Nicol at the airport in Australia

Nicol at the airport in Australia.

It was George Martin, the historic Beatles engineer and producer, who suggested his name. He had met him during a session with Tommy Quickly, a London singer sponsored by Epstein, of little consequence in those years.

But in addition Nicol had also participated in the recording of the album Beatlemania, of the group The Koppy Kats, which gave him valuable prior knowledge of the repertoire.

And it all happened very fast. He was first invited to a rehearsal at Abbey Road Studios with John Lennon, Paul McCartney and George Harrison. After the test (because that was really it) they asked him to pack the bags.

Just 27 hours later Nicol was sitting behind the iconic drum that bore the legend The Beatles, with that typeface that extended the baton of the T, surrounded by three of the most famous and innovative musicians of the 20th century and in front of 3,500 people sailing in an ocean of euphoria and screams.

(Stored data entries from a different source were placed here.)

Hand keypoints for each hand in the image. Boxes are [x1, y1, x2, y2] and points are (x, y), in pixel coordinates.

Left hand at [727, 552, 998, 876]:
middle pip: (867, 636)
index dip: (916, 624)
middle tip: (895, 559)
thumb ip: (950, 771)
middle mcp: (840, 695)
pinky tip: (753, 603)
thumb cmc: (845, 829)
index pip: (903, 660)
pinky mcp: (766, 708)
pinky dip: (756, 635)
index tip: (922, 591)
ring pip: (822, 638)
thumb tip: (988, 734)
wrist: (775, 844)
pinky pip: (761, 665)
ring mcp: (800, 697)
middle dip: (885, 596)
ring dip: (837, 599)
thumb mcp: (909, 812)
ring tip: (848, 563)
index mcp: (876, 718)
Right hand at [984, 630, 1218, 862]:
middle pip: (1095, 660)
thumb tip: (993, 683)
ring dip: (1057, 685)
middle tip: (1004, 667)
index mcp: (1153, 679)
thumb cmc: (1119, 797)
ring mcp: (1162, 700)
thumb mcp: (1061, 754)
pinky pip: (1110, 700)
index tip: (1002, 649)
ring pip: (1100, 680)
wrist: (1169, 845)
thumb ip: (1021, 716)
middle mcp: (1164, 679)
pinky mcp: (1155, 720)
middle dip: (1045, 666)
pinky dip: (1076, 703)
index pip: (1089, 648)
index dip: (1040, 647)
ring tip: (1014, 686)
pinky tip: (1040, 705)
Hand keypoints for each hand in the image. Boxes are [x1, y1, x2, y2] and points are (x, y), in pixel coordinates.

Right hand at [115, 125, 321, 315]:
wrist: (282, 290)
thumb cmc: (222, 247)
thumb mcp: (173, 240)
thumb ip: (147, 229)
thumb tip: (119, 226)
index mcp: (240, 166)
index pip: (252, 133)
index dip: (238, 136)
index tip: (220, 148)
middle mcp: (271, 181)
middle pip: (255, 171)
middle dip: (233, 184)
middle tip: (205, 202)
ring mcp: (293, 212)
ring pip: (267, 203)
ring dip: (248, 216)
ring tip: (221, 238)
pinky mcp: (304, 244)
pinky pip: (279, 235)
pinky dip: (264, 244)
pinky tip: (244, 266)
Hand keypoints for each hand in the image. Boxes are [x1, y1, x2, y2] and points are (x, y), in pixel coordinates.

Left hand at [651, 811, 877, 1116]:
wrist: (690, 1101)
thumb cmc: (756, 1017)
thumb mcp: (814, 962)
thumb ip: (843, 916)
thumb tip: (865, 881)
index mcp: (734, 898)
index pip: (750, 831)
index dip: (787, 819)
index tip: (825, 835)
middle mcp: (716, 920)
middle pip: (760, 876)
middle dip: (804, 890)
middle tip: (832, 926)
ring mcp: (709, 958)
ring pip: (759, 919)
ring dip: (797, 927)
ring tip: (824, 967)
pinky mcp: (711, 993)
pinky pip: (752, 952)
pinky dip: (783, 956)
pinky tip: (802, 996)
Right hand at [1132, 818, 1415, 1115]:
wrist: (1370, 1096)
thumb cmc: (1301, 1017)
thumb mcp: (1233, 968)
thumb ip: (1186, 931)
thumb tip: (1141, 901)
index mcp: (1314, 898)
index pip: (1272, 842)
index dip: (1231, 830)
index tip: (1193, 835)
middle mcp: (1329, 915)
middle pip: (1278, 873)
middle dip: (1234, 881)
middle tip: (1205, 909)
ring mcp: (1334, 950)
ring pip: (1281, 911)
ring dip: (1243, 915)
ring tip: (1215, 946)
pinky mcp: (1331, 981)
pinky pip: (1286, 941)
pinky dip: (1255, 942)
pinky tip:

Nicol replaced Ringo Starr for 10 days

Nicol replaced Ringo Starr for 10 days.

The time that has elapsed only magnifies the scale of the challenge. With just one rehearsal, Nicol took the stage at Copenhagen’s Tivoli Garden, with his newly opened bangs and Ringo’s suit, whose sleeveless sleeves did not cover his ankles.

And so the laid-back Jimmy plunged into a frenzied journey into the eye of the storm, taking the beatle seat for eight concerts. After their debut on June 4 in Denmark, the tour continued on the 5th at the Treslong in Holland with a show recorded for television; on the 6th at the Auction Hall in Blokker, in the north-west of the Netherlands and on the 9th at the Princess Theater in Hong Kong.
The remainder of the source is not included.